▸ **Dataset excerpts**:
+++++

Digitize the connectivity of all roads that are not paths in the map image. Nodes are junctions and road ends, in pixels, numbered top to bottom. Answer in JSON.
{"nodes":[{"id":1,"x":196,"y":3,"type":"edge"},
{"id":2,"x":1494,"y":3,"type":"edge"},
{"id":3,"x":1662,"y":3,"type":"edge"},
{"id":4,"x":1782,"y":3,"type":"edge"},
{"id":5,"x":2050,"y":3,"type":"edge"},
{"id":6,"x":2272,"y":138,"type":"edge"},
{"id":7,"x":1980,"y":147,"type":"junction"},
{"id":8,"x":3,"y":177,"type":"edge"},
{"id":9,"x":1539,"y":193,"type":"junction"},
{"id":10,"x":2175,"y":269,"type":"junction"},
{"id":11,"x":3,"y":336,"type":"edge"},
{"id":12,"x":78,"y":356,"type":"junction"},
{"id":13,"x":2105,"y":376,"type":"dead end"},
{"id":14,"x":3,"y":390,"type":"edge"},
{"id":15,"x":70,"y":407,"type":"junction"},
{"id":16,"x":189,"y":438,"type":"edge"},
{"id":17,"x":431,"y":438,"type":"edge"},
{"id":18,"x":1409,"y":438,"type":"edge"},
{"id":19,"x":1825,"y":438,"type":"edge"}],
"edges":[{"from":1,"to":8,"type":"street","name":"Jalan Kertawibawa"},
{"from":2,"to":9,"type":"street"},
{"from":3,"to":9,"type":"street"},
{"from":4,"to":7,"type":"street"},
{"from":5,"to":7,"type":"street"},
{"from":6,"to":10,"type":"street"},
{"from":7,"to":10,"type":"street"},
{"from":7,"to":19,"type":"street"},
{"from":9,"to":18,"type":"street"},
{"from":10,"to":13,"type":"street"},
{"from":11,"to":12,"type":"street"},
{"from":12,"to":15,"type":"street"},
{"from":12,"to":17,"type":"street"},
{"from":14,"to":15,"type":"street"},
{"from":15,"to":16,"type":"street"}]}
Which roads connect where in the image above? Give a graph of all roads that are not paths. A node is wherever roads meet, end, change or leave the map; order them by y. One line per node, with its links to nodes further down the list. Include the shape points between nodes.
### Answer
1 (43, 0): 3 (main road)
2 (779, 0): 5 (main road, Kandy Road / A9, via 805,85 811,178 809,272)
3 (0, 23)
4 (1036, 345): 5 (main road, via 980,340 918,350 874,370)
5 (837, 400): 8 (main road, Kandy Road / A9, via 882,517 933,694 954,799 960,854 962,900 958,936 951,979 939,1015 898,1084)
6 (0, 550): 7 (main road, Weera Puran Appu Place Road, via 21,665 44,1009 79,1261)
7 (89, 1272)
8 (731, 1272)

+++++

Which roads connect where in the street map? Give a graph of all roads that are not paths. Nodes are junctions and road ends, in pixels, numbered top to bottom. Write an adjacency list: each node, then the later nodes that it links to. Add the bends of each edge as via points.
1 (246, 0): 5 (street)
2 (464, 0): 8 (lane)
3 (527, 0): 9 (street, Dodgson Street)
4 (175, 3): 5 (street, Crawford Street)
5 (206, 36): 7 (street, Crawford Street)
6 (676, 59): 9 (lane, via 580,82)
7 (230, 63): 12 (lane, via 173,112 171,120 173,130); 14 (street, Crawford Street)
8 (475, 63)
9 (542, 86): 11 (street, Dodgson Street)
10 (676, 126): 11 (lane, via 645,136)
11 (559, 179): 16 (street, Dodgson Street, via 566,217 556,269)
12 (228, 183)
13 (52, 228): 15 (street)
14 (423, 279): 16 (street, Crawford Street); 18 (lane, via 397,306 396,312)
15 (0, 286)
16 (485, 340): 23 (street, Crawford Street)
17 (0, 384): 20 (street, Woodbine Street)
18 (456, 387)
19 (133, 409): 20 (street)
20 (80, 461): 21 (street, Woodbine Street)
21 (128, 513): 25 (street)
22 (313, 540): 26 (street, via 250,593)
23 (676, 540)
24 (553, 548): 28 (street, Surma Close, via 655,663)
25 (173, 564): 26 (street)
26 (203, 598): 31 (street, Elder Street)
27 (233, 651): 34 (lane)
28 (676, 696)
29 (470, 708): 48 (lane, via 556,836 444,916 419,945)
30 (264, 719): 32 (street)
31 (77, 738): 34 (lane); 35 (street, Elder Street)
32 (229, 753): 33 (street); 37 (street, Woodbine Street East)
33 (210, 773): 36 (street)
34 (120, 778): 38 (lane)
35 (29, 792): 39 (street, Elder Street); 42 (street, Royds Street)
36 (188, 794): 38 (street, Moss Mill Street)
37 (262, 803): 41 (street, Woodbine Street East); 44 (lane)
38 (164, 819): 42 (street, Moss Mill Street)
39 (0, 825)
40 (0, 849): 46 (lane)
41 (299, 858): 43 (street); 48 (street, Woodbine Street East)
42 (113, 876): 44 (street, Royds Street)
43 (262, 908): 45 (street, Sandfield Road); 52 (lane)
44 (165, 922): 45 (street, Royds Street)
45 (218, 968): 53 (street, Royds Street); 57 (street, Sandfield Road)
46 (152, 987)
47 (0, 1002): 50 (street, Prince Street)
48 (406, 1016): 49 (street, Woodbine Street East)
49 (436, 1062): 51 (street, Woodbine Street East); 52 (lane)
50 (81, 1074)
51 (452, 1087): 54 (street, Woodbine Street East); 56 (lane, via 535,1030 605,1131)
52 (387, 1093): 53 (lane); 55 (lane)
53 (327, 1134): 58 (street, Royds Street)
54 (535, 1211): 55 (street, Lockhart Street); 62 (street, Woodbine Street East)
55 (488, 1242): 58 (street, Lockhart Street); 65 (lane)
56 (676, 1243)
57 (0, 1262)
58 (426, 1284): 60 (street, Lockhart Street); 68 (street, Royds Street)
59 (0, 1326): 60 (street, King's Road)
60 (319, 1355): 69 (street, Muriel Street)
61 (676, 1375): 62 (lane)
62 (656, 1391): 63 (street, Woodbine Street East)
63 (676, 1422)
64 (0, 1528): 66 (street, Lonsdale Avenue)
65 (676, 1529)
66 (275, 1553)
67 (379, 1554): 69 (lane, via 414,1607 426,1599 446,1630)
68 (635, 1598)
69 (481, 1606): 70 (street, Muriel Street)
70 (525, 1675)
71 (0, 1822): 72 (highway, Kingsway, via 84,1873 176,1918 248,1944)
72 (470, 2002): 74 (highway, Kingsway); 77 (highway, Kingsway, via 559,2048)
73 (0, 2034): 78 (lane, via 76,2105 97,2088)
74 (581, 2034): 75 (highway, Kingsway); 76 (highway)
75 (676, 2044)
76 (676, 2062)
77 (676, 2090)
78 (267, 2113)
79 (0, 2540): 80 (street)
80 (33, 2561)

+++++

▸ **Action item**:
Take exactly the lines from the one containing "Digitize the connectivity" through the one containing "Which roads connect where in the image" in the data above, and output them with nothing added.

▸ **Task solution**:
Digitize the connectivity of all roads that are not paths in the map image. Nodes are junctions and road ends, in pixels, numbered top to bottom. Answer in JSON.
{"nodes":[{"id":1,"x":196,"y":3,"type":"edge"},
{"id":2,"x":1494,"y":3,"type":"edge"},
{"id":3,"x":1662,"y":3,"type":"edge"},
{"id":4,"x":1782,"y":3,"type":"edge"},
{"id":5,"x":2050,"y":3,"type":"edge"},
{"id":6,"x":2272,"y":138,"type":"edge"},
{"id":7,"x":1980,"y":147,"type":"junction"},
{"id":8,"x":3,"y":177,"type":"edge"},
{"id":9,"x":1539,"y":193,"type":"junction"},
{"id":10,"x":2175,"y":269,"type":"junction"},
{"id":11,"x":3,"y":336,"type":"edge"},
{"id":12,"x":78,"y":356,"type":"junction"},
{"id":13,"x":2105,"y":376,"type":"dead end"},
{"id":14,"x":3,"y":390,"type":"edge"},
{"id":15,"x":70,"y":407,"type":"junction"},
{"id":16,"x":189,"y":438,"type":"edge"},
{"id":17,"x":431,"y":438,"type":"edge"},
{"id":18,"x":1409,"y":438,"type":"edge"},
{"id":19,"x":1825,"y":438,"type":"edge"}],
"edges":[{"from":1,"to":8,"type":"street","name":"Jalan Kertawibawa"},
{"from":2,"to":9,"type":"street"},
{"from":3,"to":9,"type":"street"},
{"from":4,"to":7,"type":"street"},
{"from":5,"to":7,"type":"street"},
{"from":6,"to":10,"type":"street"},
{"from":7,"to":10,"type":"street"},
{"from":7,"to":19,"type":"street"},
{"from":9,"to":18,"type":"street"},
{"from":10,"to":13,"type":"street"},
{"from":11,"to":12,"type":"street"},
{"from":12,"to":15,"type":"street"},
{"from":12,"to":17,"type":"street"},
{"from":14,"to":15,"type":"street"},
{"from":15,"to":16,"type":"street"}]}
Which roads connect where in the image above? Give a graph of all roads that are not paths. A node is wherever roads meet, end, change or leave the map; order them by y. One line per node, with its links to nodes further down the list. Include the shape points between nodes.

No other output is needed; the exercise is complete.